By LabMedica International staff writers
Posted on 13 Jul 2020
Preeclampsia is a poorly understood pregnancy-associated disorder. More...
Often marked by hypertension, preeclampsia can lead to severe complications including internal bleeding, seizures, stroke, premature birth, and death.

Preeclampsia can develop suddenly, and identifying who is at risk of the condition is difficult. Circulating RNA (C-RNA) is continually released into the bloodstream from tissues throughout the body, offering an opportunity to noninvasively monitor all aspects of pregnancy health from conception to birth.

A team of scientists led by those at Illumina (San Diego, CA, USA) used transcriptome enrichment and sequencing to search for preeclampsia-related RNAs in blood samples collected over time from more than 100 pregnant women with or without early-onset preeclampsia, a condition linked to a rise in maternal and perinatal morbidity and mortality risk. They sequenced the circulating transcriptome from 40 pregnancies at the time of severe, early-onset preeclampsia diagnosis and 73 gestational age–matched controls.

The investigators saw more than three-dozen suspicious transcripts with enhanced representation in blood plasma from the preeclampsia pregnancies, focusing in on 30 preeclampsia-related circulating transcripts with follow-up quantitative polymerase chain reaction (PCR) and validation analyses.

The team brought in machine learning classifier clues, and they acquired a set of 49 circulating RNA transcripts that could pick up early-onset preeclampsia pregnancies with between 85% and 89% accuracy, on average, in another group of two dozen women with or without preeclampsia. The average accuracy of the circulating RNA-based classifier dipped to around 72% for women in the validation cohort experiencing late-onset preeclampsia. Differential expression analysis identified the 30 transcripts with gene ontology annotations and tissue expression patterns consistent with the placental dysfunction, impaired fetal development, and maternal immune and cardiovascular system dysregulation characteristic of preeclampsia.

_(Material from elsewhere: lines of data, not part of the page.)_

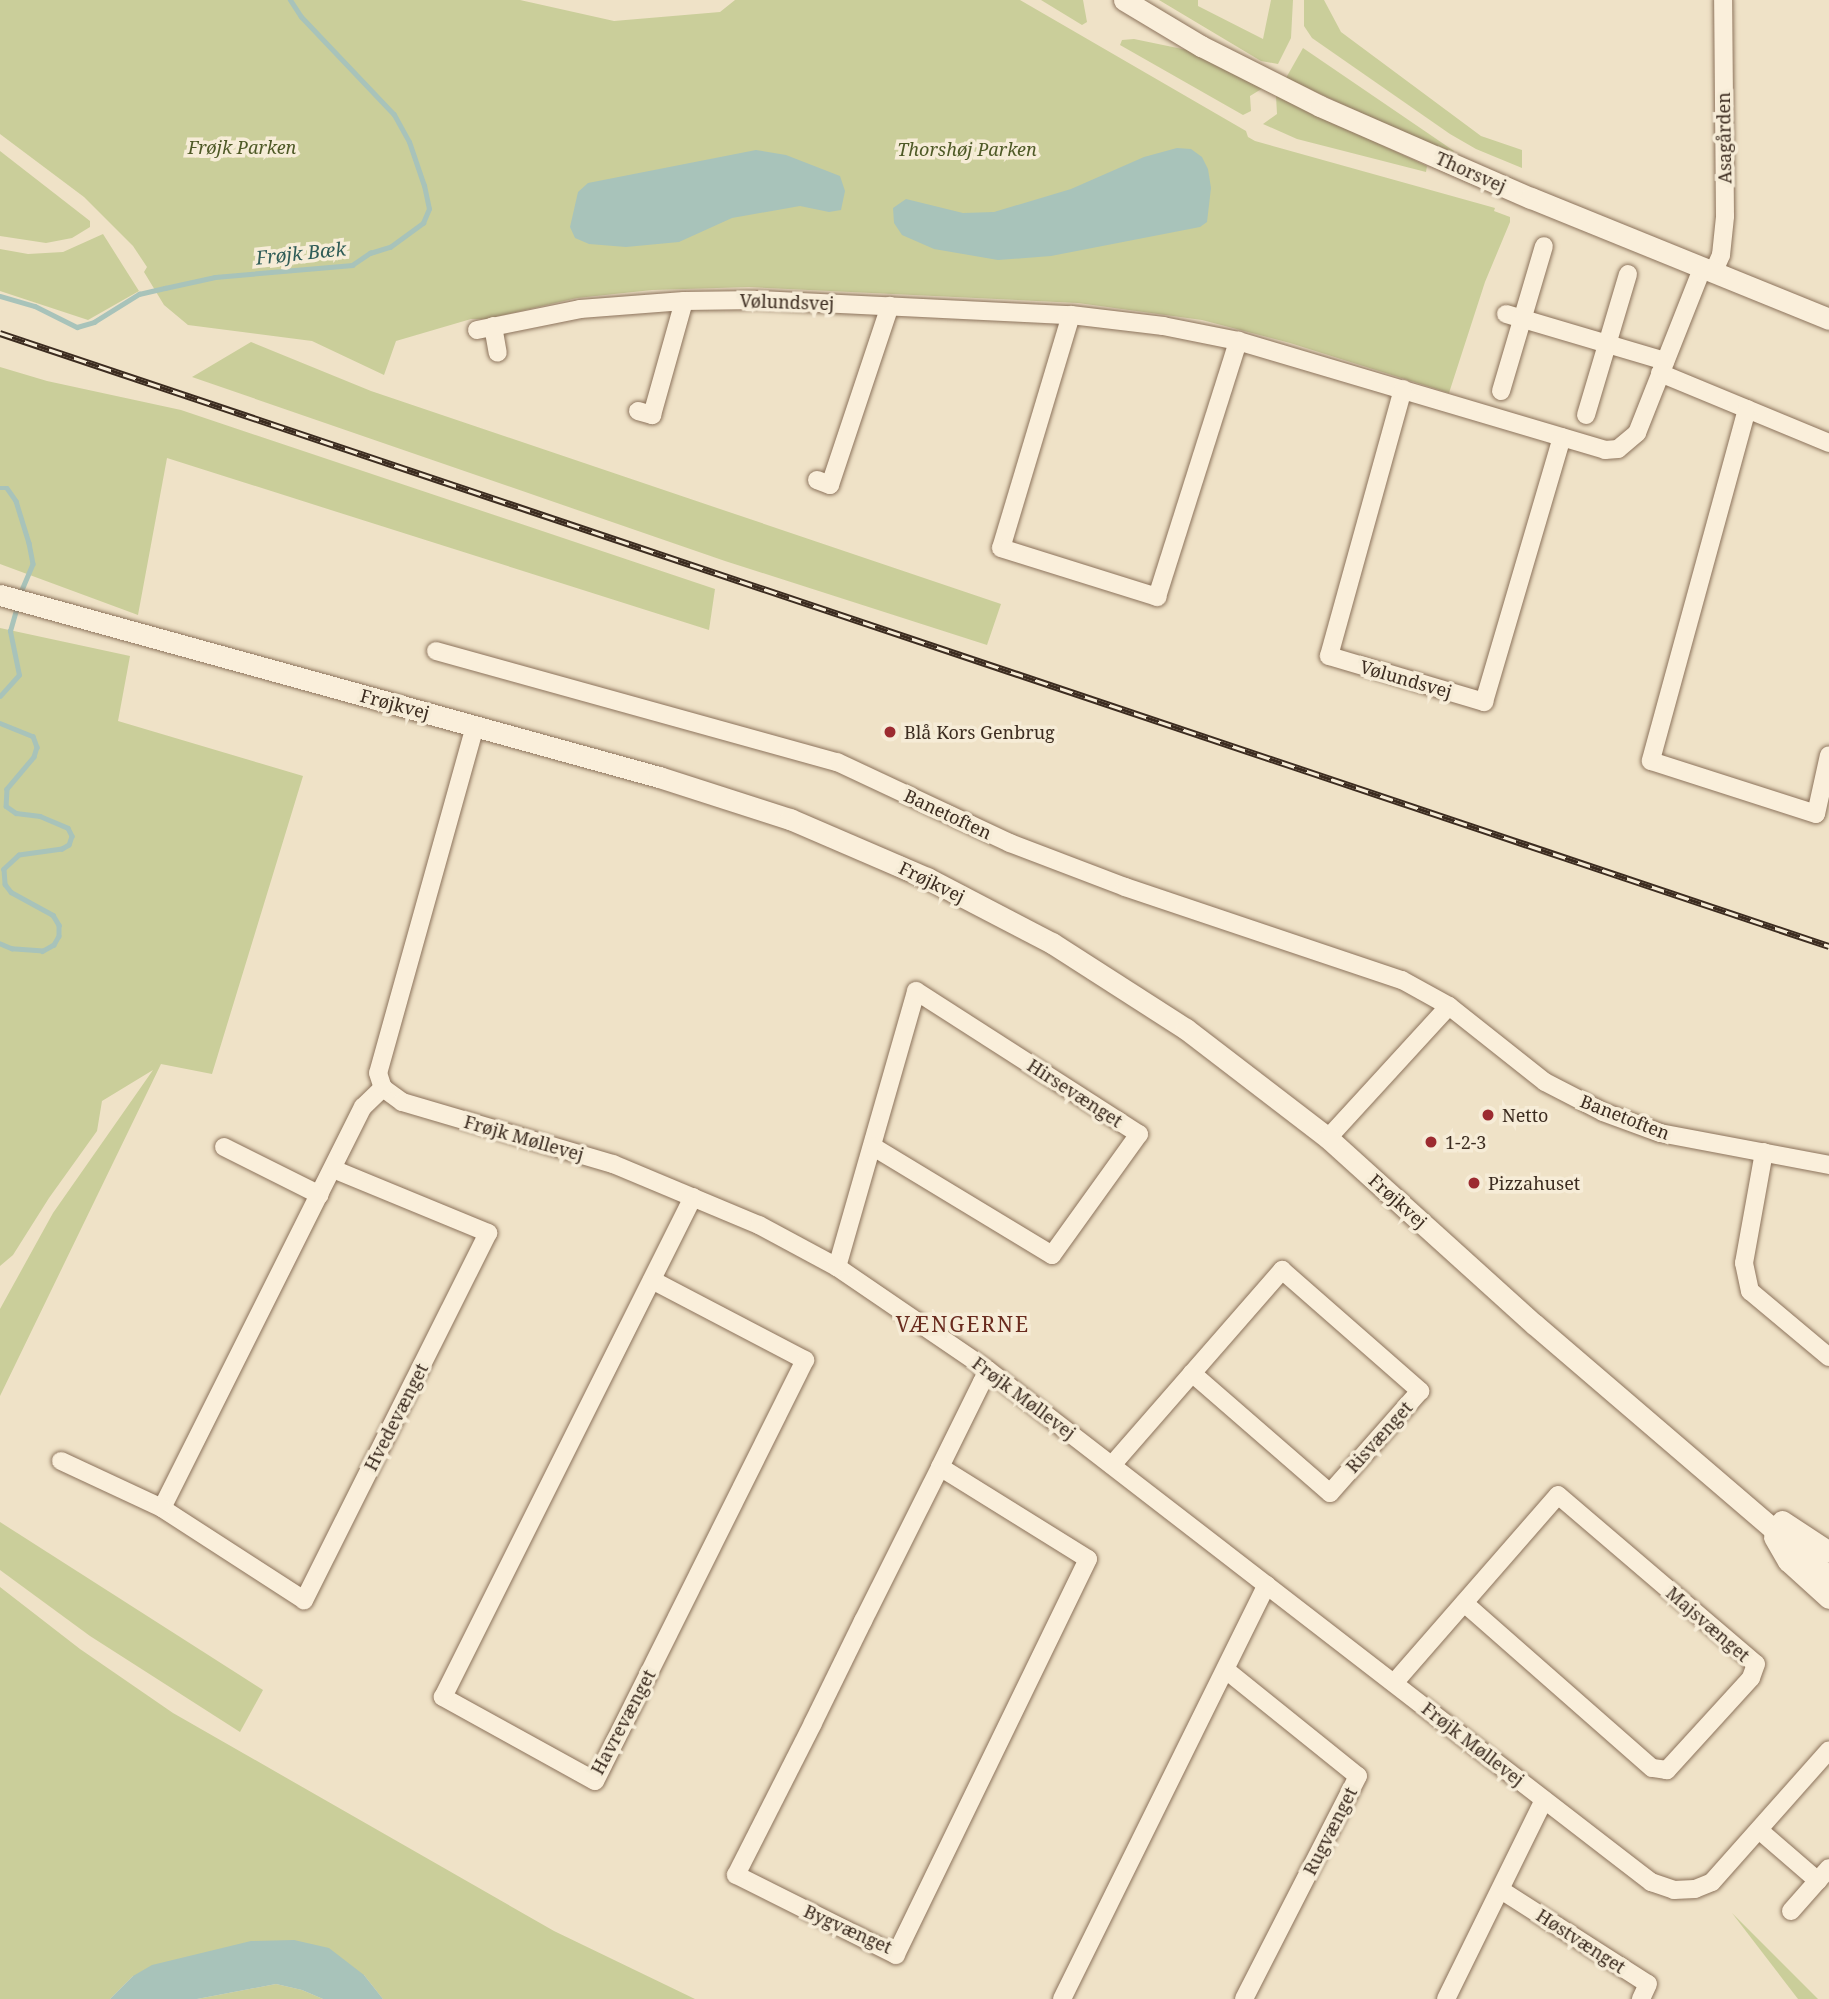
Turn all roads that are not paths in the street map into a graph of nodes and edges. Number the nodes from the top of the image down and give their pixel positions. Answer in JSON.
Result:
{"nodes":[{"id":1,"x":1124,"y":0,"type":"edge"},
{"id":2,"x":1723,"y":0,"type":"edge"},
{"id":3,"x":1544,"y":246,"type":"dead end"},
{"id":4,"x":1707,"y":271,"type":"junction"},
{"id":5,"x":1628,"y":274,"type":"dead end"},
{"id":6,"x":684,"y":301,"type":"junction"},
{"id":7,"x":890,"y":306,"type":"junction"},
{"id":8,"x":1071,"y":315,"type":"junction"},
{"id":9,"x":1514,"y":317,"type":"junction"},
{"id":10,"x":1829,"y":319,"type":"edge"},
{"id":11,"x":1238,"y":341,"type":"junction"},
{"id":12,"x":1607,"y":344,"type":"junction"},
{"id":13,"x":498,"y":353,"type":"dead end"},
{"id":14,"x":1663,"y":367,"type":"junction"},
{"id":15,"x":1403,"y":389,"type":"junction"},
{"id":16,"x":1501,"y":391,"type":"dead end"},
{"id":17,"x":1747,"y":409,"type":"junction"},
{"id":18,"x":638,"y":411,"type":"dead end"},
{"id":19,"x":1586,"y":415,"type":"dead end"},
{"id":20,"x":1562,"y":438,"type":"junction"},
{"id":21,"x":1829,"y":443,"type":"edge"},
{"id":22,"x":817,"y":480,"type":"dead end"},
{"id":23,"x":0,"y":595,"type":"edge"},
{"id":24,"x":436,"y":651,"type":"dead end"},
{"id":25,"x":475,"y":726,"type":"junction"},
{"id":26,"x":1829,"y":755,"type":"edge"},
{"id":27,"x":1449,"y":1006,"type":"junction"},
{"id":28,"x":383,"y":1088,"type":"junction"},
{"id":29,"x":1328,"y":1138,"type":"junction"},
{"id":30,"x":872,"y":1146,"type":"junction"},
{"id":31,"x":224,"y":1147,"type":"dead end"},
{"id":32,"x":1764,"y":1152,"type":"junction"},
{"id":33,"x":1829,"y":1165,"type":"edge"},
{"id":34,"x":333,"y":1169,"type":"junction"},
{"id":35,"x":320,"y":1195,"type":"junction"},
{"id":36,"x":694,"y":1197,"type":"junction"},
{"id":37,"x":837,"y":1267,"type":"junction"},
{"id":38,"x":652,"y":1280,"type":"junction"},
{"id":39,"x":1829,"y":1357,"type":"edge"},
{"id":40,"x":988,"y":1370,"type":"junction"},
{"id":41,"x":1192,"y":1373,"type":"junction"},
{"id":42,"x":61,"y":1461,"type":"dead end"},
{"id":43,"x":1112,"y":1465,"type":"junction"},
{"id":44,"x":940,"y":1467,"type":"junction"},
{"id":45,"x":1707,"y":1471,"type":"junction"},
{"id":46,"x":162,"y":1508,"type":"junction"},
{"id":47,"x":1764,"y":1520,"type":"junction"},
{"id":48,"x":1829,"y":1552,"type":"edge"},
{"id":49,"x":1829,"y":1577,"type":"edge"},
{"id":50,"x":1267,"y":1585,"type":"junction"},
{"id":51,"x":1829,"y":1598,"type":"edge"},
{"id":52,"x":1464,"y":1603,"type":"junction"},
{"id":53,"x":1226,"y":1670,"type":"junction"},
{"id":54,"x":1394,"y":1683,"type":"junction"},
{"id":55,"x":1829,"y":1750,"type":"edge"},
{"id":56,"x":1544,"y":1800,"type":"junction"},
{"id":57,"x":1759,"y":1830,"type":"junction"},
{"id":58,"x":1823,"y":1874,"type":"edge"},
{"id":59,"x":1501,"y":1890,"type":"junction"},
{"id":60,"x":1791,"y":1911,"type":"dead end"},
{"id":61,"x":1062,"y":1999,"type":"edge"},
{"id":62,"x":1244,"y":1999,"type":"edge"},
{"id":63,"x":1446,"y":1999,"type":"edge"},
{"id":64,"x":1641,"y":1999,"type":"edge"}],
"edges":[{"from":1,"to":4,"type":"street","name":"Thorsvej"},
{"from":2,"to":4,"type":"street","name":"Asagården"},
{"from":3,"to":9,"type":"street"},
{"from":4,"to":10,"type":"street","name":"Thorsvej"},
{"from":4,"to":14,"type":"street","name":"Vølundsvej"},
{"from":5,"to":12,"type":"street"},
{"from":6,"to":7,"type":"street","name":"Vølundsvej"},
{"from":6,"to":13,"type":"street","name":"Vølundsvej"},
{"from":6,"to":18,"type":"street"},
{"from":7,"to":8,"type":"street","name":"Vølundsvej"},
{"from":7,"to":22,"type":"street"},
{"from":8,"to":11,"type":"street","name":"Vølundsvej"},
{"from":8,"to":11,"type":"street"},
{"from":9,"to":12,"type":"street"},
{"from":9,"to":16,"type":"street"},
{"from":11,"to":15,"type":"street","name":"Vølundsvej"},
{"from":12,"to":14,"type":"street"},
{"from":12,"to":19,"type":"street"},
{"from":14,"to":17,"type":"street"},
{"from":14,"to":20,"type":"street","name":"Vølundsvej"},
{"from":15,"to":20,"type":"street","name":"Vølundsvej"},
{"from":15,"to":20,"type":"street","name":"Vølundsvej"},
{"from":17,"to":21,"type":"street"},
{"from":17,"to":26,"type":"street"},
{"from":23,"to":25,"type":"street","name":"Frøjkvej"},
{"from":24,"to":27,"type":"street","name":"Banetoften"},
{"from":25,"to":28,"type":"street"},
{"from":25,"to":29,"type":"street","name":"Frøjkvej"},
{"from":27,"to":29,"type":"street"},
{"from":27,"to":32,"type":"street","name":"Banetoften"},
{"from":28,"to":34,"type":"street"},
{"from":28,"to":36,"type":"street","name":"Frøjk Møllevej"},
{"from":29,"to":45,"type":"street","name":"Frøjkvej"},
{"from":30,"to":30,"type":"street","name":"Hirsevænget"},
{"from":30,"to":37,"type":"street","name":"Hirsevænget"},
{"from":31,"to":35,"type":"street"},
{"from":32,"to":33,"type":"street","name":"Banetoften"},
{"from":32,"to":39,"type":"street"},
{"from":34,"to":35,"type":"street"},
{"from":34,"to":46,"type":"street","name":"Hvedevænget"},
{"from":35,"to":46,"type":"street"},
{"from":36,"to":37,"type":"street","name":"Frøjk Møllevej"},
{"from":36,"to":38,"type":"street","name":"Havrevænget"},
{"from":37,"to":40,"type":"street","name":"Frøjk Møllevej"},
{"from":38,"to":38,"type":"street","name":"Havrevænget"},
{"from":40,"to":43,"type":"street","name":"Frøjk Møllevej"},
{"from":40,"to":44,"type":"street","name":"Bygvænget"},
{"from":41,"to":41,"type":"street","name":"Risvænget"},
{"from":41,"to":43,"type":"street","name":"Risvænget"},
{"from":42,"to":46,"type":"street","name":"Hvedevænget"},
{"from":43,"to":50,"type":"street","name":"Frøjk Møllevej"},
{"from":44,"to":44,"type":"street","name":"Bygvænget"},
{"from":45,"to":47,"type":"street","name":"Frøjkvej"},
{"from":45,"to":48,"type":"street","name":"Frøjkvej"},
{"from":47,"to":49,"type":"street","name":"Frøjkvej"},
{"from":47,"to":51,"type":"street","name":"Frøjkvej"},
{"from":50,"to":53,"type":"street"},
{"from":50,"to":54,"type":"street","name":"Frøjk Møllevej"},
{"from":52,"to":52,"type":"street","name":"Majsvænget"},
{"from":52,"to":54,"type":"street","name":"Majsvænget"},
{"from":53,"to":61,"type":"street"},
{"from":53,"to":62,"type":"street","name":"Rugvænget"},
{"from":54,"to":56,"type":"street","name":"Frøjk Møllevej"},
{"from":55,"to":57,"type":"street","name":"Frøjk Møllevej"},
{"from":56,"to":57,"type":"street","name":"Frøjk Møllevej"},
{"from":56,"to":59,"type":"street"},
{"from":57,"to":58,"type":"street"},
{"from":58,"to":60,"type":"street"},
{"from":59,"to":63,"type":"street"},
{"from":59,"to":64,"type":"street","name":"Høstvænget"}]}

The authors concluded that they had detected molecular changes specific to the complex pathophysiology of early-onset severe preeclampsia at the time of diagnosis, supporting robust classification across cohorts. They noted that the altered circulating RNA transcripts identified represented contributions from maternal, placental, and fetal tissues, many of which would not be captured in studies focusing on placental tissues collected after delivery. The study was published on July 1, 2020 in the journal Science Translational Medicine.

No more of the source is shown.